▶ SOURCE DATA:
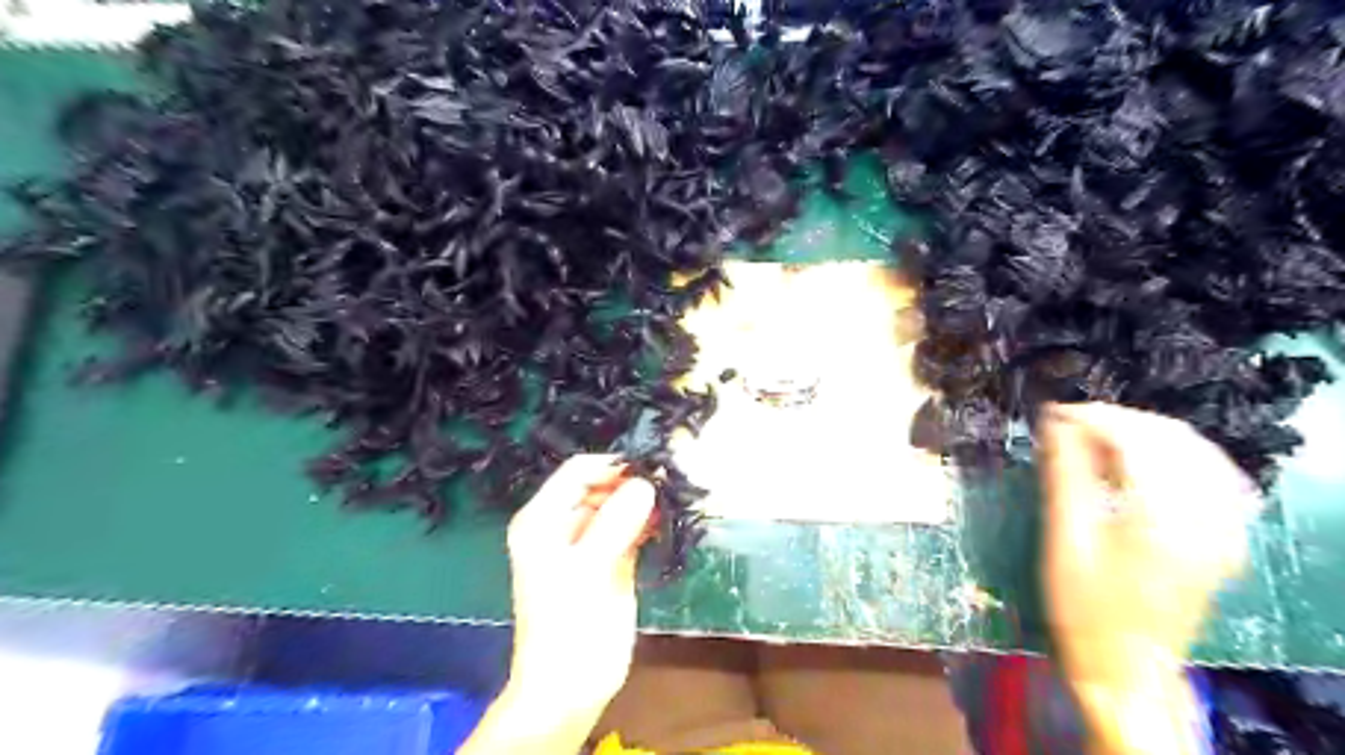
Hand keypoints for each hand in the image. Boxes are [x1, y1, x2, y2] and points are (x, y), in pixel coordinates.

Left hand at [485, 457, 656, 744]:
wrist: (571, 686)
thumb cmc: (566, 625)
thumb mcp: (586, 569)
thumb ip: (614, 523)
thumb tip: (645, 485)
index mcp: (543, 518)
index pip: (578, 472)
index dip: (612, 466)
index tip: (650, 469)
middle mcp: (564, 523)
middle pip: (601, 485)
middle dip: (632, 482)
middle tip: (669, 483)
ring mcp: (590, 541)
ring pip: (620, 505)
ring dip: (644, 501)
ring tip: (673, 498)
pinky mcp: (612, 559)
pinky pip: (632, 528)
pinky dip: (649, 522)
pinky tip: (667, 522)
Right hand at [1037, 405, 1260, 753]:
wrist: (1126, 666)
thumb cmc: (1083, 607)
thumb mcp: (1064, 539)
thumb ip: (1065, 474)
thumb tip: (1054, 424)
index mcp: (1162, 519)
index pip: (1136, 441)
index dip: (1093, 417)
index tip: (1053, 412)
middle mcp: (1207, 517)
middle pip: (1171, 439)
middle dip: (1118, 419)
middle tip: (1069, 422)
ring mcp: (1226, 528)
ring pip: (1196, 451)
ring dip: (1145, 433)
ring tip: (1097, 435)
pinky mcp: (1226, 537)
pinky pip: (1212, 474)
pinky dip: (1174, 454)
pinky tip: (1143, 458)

* * *

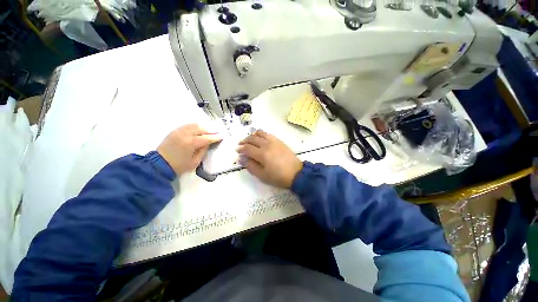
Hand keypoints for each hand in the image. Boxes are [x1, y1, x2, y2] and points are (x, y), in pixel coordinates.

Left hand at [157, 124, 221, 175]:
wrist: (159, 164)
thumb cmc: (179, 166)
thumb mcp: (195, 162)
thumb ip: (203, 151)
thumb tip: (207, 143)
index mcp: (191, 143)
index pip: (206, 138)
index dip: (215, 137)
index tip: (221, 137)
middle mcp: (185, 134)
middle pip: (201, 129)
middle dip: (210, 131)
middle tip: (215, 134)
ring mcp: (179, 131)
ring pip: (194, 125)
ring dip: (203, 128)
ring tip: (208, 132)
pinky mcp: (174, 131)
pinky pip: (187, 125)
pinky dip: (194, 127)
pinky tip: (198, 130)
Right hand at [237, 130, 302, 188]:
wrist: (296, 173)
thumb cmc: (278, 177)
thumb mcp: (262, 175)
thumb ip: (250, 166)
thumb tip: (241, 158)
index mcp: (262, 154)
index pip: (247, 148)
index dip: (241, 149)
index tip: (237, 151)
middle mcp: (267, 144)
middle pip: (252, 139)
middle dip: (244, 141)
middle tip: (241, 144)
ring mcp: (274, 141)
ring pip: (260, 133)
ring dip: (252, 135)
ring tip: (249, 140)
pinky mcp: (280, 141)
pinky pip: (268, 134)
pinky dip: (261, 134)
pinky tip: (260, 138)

---

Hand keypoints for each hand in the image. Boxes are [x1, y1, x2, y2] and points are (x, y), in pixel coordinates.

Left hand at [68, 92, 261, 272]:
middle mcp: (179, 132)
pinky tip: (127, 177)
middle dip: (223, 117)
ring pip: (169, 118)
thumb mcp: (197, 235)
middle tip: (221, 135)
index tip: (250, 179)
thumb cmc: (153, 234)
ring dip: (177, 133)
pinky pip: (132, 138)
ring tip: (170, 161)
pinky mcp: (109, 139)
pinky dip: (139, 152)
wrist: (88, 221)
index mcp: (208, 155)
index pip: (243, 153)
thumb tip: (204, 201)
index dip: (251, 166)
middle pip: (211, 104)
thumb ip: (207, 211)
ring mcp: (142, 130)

▶ WHAT THE TASK REQUIRES:
Everything from the line with "index pip: (243, 153)" through the line with "ring mcp: (142, 130)" in the listing above must be retyped exactly, with nothing added.

▶ TASK SOLUTION:
index pip: (243, 153)
thumb tip: (204, 201)
index dip: (251, 166)
middle pip: (211, 104)
thumb ip: (207, 211)
ring mcp: (142, 130)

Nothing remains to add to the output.